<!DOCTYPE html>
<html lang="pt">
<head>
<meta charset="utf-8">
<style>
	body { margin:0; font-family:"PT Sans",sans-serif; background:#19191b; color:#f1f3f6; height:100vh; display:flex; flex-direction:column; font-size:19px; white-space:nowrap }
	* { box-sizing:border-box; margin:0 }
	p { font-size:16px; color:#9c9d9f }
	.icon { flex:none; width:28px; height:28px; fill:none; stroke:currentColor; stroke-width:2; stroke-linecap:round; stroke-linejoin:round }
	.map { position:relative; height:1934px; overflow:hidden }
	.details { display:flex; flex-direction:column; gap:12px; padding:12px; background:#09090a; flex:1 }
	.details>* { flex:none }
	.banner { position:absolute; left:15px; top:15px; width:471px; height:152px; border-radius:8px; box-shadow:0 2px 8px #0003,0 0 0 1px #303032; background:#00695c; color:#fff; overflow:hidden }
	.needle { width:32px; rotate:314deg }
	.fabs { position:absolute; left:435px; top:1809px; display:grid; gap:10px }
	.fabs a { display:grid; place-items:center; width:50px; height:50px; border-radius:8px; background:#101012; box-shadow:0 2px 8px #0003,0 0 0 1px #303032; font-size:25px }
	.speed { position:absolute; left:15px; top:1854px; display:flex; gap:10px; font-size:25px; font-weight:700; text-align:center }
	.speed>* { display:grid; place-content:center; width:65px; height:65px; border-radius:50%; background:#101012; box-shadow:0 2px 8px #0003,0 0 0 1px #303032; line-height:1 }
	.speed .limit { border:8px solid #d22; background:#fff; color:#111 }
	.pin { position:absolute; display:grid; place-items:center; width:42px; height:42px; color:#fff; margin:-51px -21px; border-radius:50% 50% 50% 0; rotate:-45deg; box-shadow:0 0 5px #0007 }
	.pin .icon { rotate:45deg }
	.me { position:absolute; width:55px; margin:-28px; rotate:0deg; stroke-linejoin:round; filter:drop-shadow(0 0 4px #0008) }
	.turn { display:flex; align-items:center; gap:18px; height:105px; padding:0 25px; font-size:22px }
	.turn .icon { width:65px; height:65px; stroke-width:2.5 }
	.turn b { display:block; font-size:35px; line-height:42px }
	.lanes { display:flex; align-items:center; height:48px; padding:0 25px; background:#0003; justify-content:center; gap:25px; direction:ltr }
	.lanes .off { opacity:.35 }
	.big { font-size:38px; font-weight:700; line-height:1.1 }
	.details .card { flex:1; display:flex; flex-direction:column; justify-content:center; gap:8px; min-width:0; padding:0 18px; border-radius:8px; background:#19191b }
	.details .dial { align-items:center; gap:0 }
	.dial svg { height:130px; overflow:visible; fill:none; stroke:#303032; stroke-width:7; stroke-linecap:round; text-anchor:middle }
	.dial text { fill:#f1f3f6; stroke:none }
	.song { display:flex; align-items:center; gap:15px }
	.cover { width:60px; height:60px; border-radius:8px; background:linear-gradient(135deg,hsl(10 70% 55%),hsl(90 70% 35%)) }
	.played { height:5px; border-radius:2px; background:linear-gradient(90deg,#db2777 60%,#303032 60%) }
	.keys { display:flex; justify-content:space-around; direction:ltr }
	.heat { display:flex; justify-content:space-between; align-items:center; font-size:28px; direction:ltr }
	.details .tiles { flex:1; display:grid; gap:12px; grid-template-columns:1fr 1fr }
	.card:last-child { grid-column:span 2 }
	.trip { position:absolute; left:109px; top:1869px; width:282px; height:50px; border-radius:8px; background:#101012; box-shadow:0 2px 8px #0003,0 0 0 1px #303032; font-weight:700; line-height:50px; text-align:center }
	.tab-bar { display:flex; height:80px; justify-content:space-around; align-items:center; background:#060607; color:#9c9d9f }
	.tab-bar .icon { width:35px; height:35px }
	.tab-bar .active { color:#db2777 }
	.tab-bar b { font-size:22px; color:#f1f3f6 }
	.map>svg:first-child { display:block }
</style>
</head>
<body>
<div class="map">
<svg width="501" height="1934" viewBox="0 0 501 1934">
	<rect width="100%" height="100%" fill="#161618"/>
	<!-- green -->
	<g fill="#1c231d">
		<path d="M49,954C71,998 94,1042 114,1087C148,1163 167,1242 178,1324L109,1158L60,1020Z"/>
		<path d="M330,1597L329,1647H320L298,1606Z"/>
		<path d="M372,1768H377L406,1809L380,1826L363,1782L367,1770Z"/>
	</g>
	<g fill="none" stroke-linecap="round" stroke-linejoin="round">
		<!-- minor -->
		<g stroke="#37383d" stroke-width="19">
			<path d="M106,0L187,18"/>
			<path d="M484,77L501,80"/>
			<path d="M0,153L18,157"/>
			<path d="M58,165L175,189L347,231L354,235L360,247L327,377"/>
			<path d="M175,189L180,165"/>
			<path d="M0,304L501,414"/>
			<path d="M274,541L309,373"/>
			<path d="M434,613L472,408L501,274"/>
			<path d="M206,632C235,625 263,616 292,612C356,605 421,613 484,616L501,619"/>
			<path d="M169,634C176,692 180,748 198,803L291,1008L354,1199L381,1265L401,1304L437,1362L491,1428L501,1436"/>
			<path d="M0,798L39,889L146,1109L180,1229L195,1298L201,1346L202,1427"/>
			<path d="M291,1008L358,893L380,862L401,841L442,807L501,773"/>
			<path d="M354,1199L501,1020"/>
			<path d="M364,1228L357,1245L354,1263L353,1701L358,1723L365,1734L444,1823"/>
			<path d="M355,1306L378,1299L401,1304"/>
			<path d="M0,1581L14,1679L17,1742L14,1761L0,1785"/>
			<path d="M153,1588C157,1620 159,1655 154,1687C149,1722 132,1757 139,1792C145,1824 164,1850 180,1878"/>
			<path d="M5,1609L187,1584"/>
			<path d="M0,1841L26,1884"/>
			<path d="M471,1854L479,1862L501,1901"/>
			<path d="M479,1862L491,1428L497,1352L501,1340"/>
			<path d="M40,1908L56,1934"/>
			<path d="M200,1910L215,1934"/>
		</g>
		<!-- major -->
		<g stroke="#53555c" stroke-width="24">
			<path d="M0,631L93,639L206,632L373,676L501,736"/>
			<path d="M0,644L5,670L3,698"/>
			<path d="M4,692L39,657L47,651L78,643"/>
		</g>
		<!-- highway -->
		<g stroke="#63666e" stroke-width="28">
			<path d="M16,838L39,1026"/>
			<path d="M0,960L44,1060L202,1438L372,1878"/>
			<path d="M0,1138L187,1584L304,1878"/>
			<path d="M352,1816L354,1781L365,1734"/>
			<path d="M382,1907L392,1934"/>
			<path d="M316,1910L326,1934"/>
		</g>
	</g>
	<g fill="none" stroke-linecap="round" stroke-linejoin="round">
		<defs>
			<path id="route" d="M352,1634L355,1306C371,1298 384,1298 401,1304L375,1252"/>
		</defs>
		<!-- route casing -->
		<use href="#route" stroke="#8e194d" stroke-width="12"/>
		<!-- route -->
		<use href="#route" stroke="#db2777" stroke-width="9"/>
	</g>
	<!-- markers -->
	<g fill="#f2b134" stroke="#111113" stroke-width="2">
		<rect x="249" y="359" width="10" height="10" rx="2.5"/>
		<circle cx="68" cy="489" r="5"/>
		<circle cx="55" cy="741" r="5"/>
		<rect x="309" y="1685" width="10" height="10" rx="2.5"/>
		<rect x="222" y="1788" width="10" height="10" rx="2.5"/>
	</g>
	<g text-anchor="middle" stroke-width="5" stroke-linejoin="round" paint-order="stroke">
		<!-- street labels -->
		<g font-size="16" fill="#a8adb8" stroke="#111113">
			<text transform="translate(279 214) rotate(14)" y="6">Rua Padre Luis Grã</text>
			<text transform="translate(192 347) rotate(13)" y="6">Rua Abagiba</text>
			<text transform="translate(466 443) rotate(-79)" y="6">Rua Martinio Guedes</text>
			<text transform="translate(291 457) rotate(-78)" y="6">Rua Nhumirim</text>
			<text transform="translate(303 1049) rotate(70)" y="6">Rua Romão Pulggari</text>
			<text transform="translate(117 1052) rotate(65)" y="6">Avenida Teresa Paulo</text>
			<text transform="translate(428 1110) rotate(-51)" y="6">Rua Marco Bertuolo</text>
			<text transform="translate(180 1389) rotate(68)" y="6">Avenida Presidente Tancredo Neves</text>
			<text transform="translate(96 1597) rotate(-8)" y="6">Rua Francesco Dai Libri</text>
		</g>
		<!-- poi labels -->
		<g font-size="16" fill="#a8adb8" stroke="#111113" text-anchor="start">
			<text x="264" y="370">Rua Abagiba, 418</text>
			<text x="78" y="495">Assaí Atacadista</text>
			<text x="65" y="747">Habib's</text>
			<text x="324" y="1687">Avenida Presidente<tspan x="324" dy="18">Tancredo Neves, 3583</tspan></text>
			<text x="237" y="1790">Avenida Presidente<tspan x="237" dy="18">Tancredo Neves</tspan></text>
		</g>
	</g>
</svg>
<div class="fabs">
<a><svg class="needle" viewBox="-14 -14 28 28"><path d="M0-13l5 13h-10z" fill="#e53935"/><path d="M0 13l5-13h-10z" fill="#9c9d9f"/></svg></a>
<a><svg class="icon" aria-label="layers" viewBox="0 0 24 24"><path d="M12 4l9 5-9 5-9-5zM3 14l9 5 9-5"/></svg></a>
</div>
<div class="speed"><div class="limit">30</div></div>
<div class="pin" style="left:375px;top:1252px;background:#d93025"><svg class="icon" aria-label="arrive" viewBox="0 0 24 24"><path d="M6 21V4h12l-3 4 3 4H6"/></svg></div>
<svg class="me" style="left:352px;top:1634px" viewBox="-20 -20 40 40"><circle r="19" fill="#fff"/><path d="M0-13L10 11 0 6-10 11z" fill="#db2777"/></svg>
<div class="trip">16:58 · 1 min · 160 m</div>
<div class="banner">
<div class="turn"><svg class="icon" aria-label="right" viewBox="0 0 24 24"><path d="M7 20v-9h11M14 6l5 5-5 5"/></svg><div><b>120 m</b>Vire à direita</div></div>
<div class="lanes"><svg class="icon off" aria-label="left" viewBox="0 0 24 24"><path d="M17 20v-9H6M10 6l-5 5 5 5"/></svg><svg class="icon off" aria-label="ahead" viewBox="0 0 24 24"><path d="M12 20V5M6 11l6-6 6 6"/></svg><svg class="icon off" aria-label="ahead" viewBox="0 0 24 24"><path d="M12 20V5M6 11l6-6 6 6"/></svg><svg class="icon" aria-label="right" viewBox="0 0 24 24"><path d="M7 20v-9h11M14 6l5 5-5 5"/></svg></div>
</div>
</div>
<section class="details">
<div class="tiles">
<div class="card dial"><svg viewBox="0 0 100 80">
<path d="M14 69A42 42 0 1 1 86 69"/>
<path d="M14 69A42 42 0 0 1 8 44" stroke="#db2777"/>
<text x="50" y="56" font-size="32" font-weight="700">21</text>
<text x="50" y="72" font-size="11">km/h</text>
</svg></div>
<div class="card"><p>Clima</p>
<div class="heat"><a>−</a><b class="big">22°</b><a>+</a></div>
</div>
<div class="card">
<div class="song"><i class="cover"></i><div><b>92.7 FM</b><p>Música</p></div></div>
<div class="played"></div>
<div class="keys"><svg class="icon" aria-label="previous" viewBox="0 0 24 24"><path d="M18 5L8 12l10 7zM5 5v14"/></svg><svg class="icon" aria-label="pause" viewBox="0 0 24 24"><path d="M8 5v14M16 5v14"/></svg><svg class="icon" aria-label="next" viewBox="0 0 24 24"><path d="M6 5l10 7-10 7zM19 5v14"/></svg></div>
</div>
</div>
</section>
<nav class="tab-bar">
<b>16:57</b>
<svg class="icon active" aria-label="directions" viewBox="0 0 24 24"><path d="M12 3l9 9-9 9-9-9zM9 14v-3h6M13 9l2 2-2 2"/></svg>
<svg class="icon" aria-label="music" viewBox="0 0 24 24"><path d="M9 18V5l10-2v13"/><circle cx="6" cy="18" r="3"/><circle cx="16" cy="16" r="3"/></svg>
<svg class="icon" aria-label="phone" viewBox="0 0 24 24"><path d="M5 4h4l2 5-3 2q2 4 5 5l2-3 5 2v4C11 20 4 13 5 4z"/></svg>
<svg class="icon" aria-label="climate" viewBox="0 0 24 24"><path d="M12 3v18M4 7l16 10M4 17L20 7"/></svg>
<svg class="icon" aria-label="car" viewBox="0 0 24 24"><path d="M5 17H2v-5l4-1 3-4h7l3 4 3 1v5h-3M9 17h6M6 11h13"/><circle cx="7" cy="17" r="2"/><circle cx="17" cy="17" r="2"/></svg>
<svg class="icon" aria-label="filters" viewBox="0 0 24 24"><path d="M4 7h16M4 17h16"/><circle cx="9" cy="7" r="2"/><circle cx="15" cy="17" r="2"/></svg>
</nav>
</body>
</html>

++++++++++

**Task goal**.
Note each line of the entries that has "heat" in it, and copy those lines.

**Solution to this exercise**.
	.heat { display:flex; justify-content:space-between; align-items:center; font-size:28px; direction:ltr }
<div class="heat"><a>−</a><b class="big">22°</b><a>+</a></div>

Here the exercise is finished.